A Black Latina perspective adds to these African and Caribbean meditations on the permanence of gendered anti-Black racial structures and attitudes. To be clear, sex work is work, perceived promiscuity is a social construct with all-too-real impacts, and the word “whore” is both fatuous and laden with meaning. In this case, the attitudes and actions I experienced in the field revealed to me how Black women assumed to be prostitutes are conceived as: suspicious, interesadas, needy, desperate, cunning. It is also imperative that we link this tacit understanding of Black women’s bodies/being as part of transnational networks of the sex trade that thrive in the Caribbean through economies of sex tourism and matrices of exploitation. [2] The space afforded to Black Latinas by La Mirada in a world mired by ongoing colonization and coloniality, is wretched.

Found Image/Artist Unknown

Found Image/Artist Unknown

PART 3: BLACK IN THE FIELD

I have been thinking about the surveillance of Black people both in public and institutional spaces, and the confluence of both.[3] In January 2014 I was conducting a final round of interviews and material collections for my dissertation which focused on Blackness and the literary, aesthetic, and political relationship between the Spanish-speaking Caribbean (Cuba, Puerto Rico, the Dominican Republic) and Spanish-speaking Sub-Saharan Africa (Equatorial Guinea). After a week of awful experiences in Madrid, some of which I outlined in Part 1 of this post, I traveled to Barcelona to the home of writer and editor Remei Sipi Mayo. That afternoon Remei listened to my stories, commiserated with my pain, and affirmed my experiences. Unlike the many other (white Spanish and mestizo Latinx) scholars with whom I’d come to share these experiences, Remei didn’t brush the story away or reduce the blatant gendered racism I’d faced as simply “rudeness” or “Spaniards being in a rush”. Instead, Remei was one of the few faithful witnesses to my experiences and she stood alongside me helping me to reckon and recover from the deep impact of those violent interactions.[4]
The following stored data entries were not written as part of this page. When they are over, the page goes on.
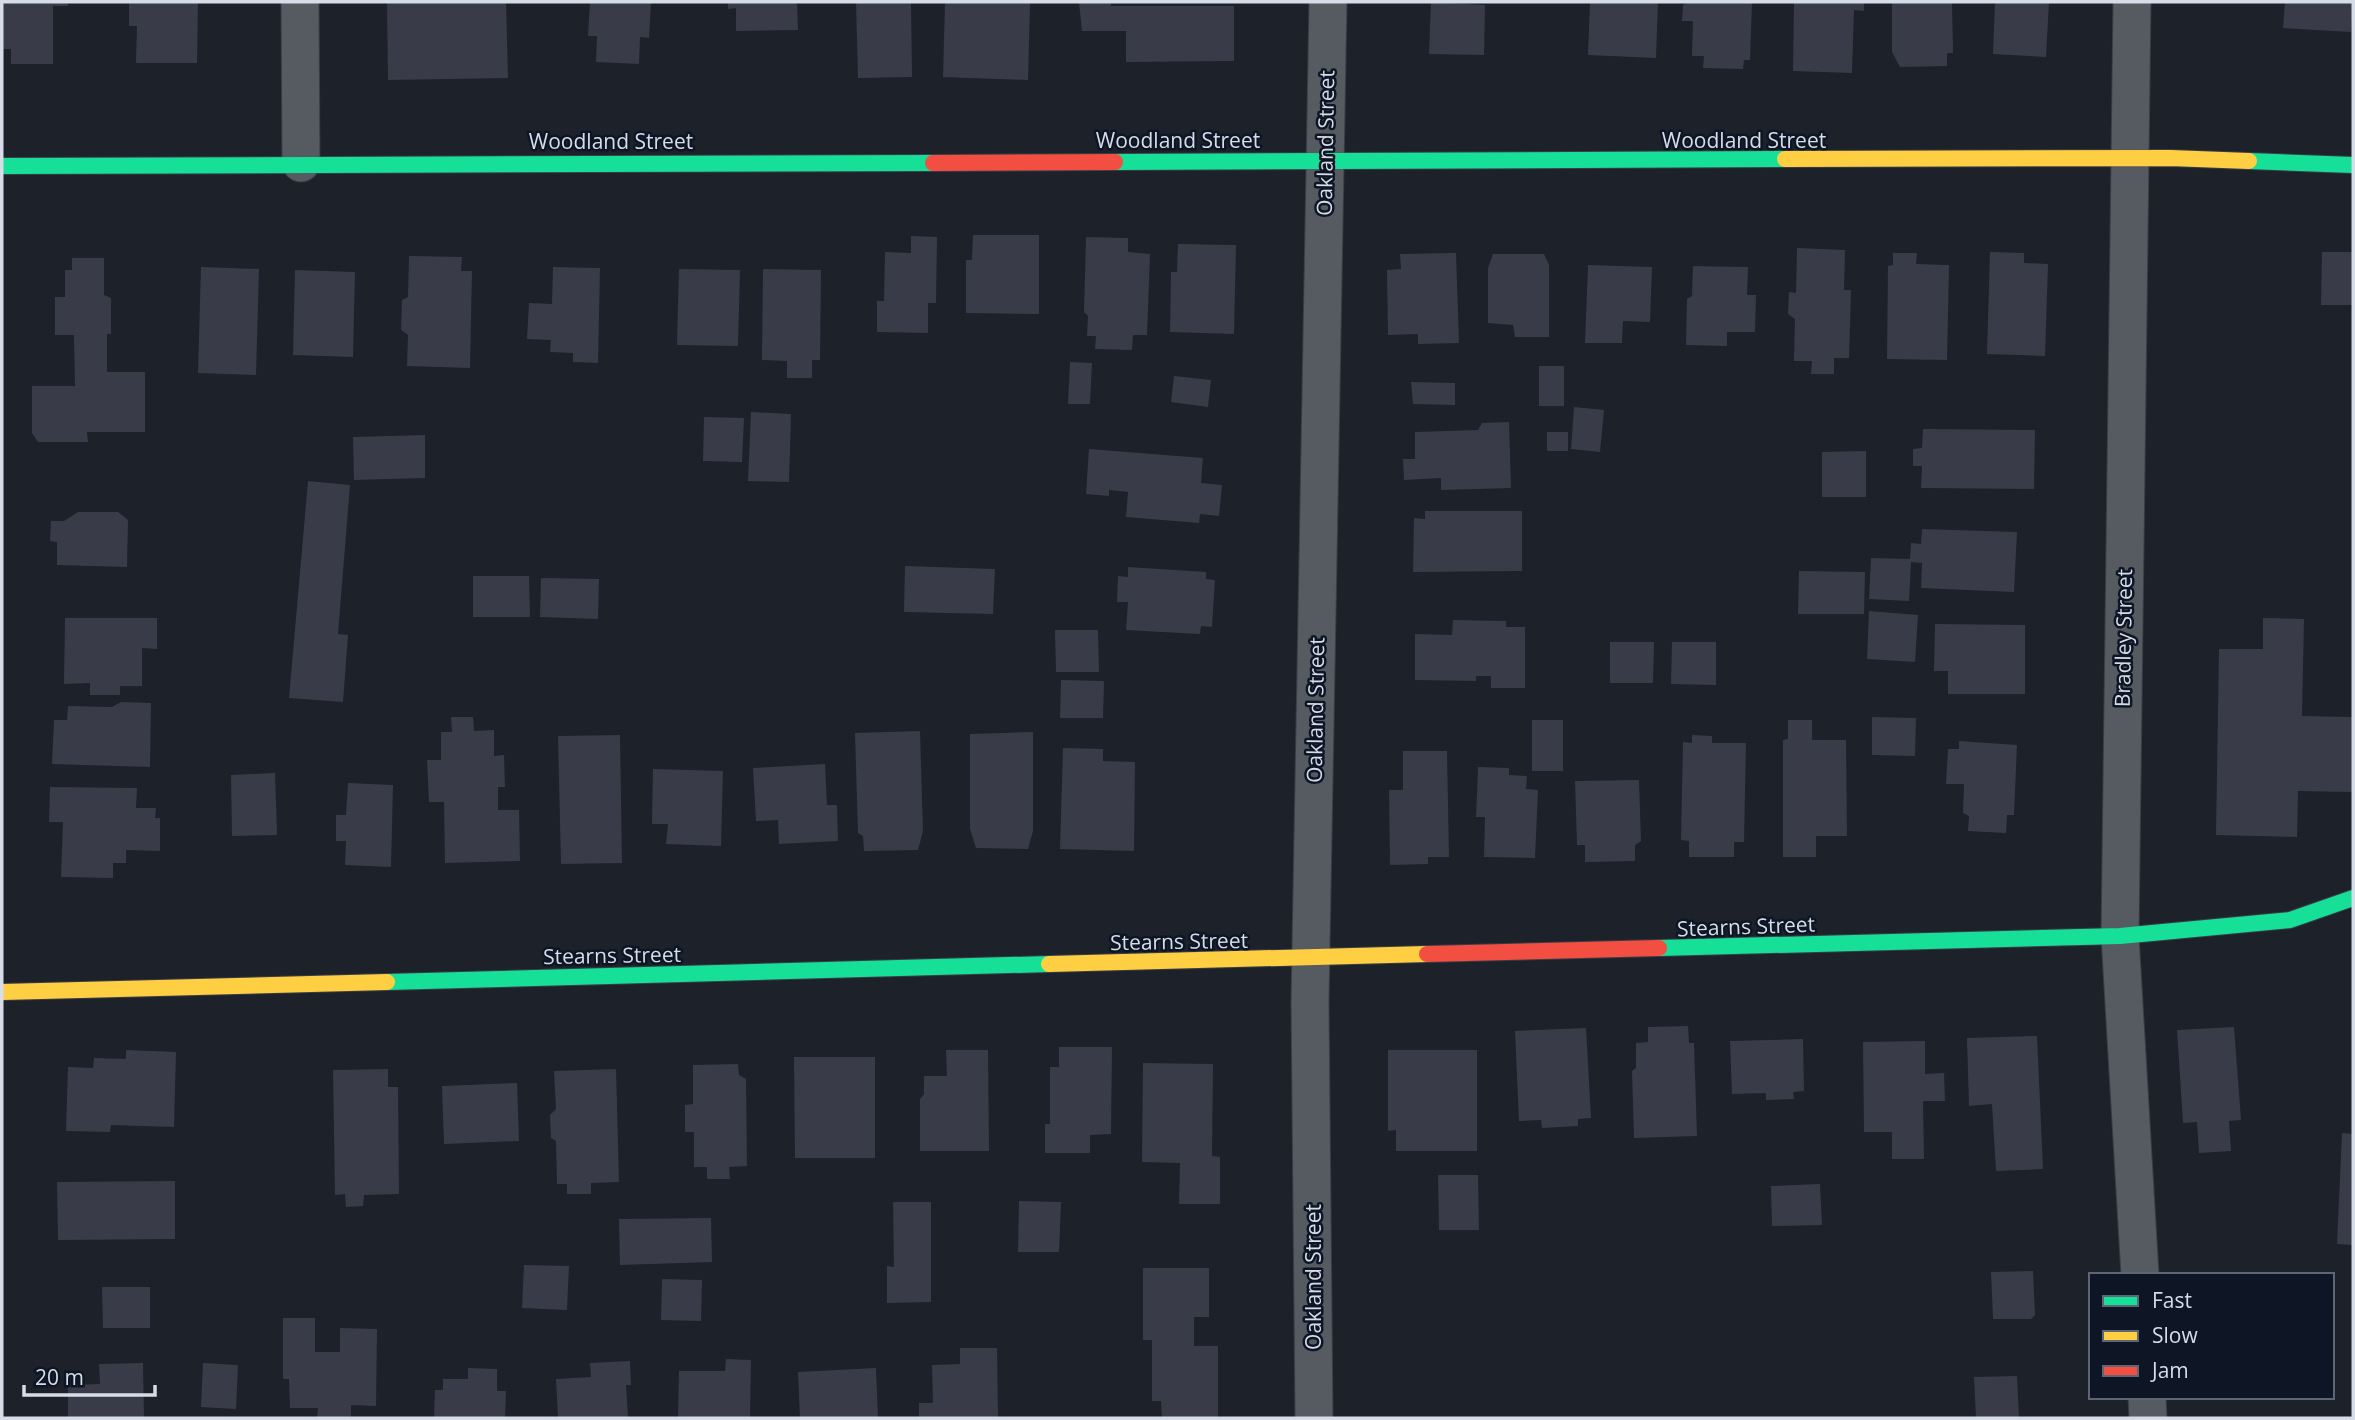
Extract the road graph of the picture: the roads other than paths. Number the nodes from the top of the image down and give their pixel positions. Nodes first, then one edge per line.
1 (300, 2) edge
2 (1328, 2) edge
3 (2132, 2) edge
4 (2128, 158) junction
5 (1324, 162) junction
6 (301, 163) junction
7 (2353, 164) edge
8 (2, 166) edge
9 (2353, 898) edge
10 (2120, 936) junction
11 (1312, 959) junction
12 (2, 992) edge
13 (2140, 1273) edge
14 (2147, 1399) edge
15 (1314, 1418) edge
16 (2148, 1418) edge

1 - 6 street
2 - 5 street, Oakland Street
3 - 4 street, Bradley Street
4 - 5 street, Woodland Street
4 - 7 street, Woodland Street
4 - 10 street, Bradley Street
5 - 6 street, Woodland Street
5 - 11 street, Oakland Street
6 - 8 street, Woodland Street
9 - 10 street, Stearns Street
10 - 11 street, Stearns Street
10 - 13 street, Bradley Street
11 - 12 street, Stearns Street
11 - 15 street, Oakland Street
14 - 16 street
Each year I tell this story to my graduate students during our “Responsible Conduct of Research" discussions. I share my experience as a Black Latina in the field for two reasons: first, to expand their understanding of field work and transdisciplinary research in the humanities, and second, to foreground the ontological experiences of Black women researchers as a way to underscore how gender, race, and gendered anti-Blackness impact the experience of scholars in the academy in general and in the field in particular.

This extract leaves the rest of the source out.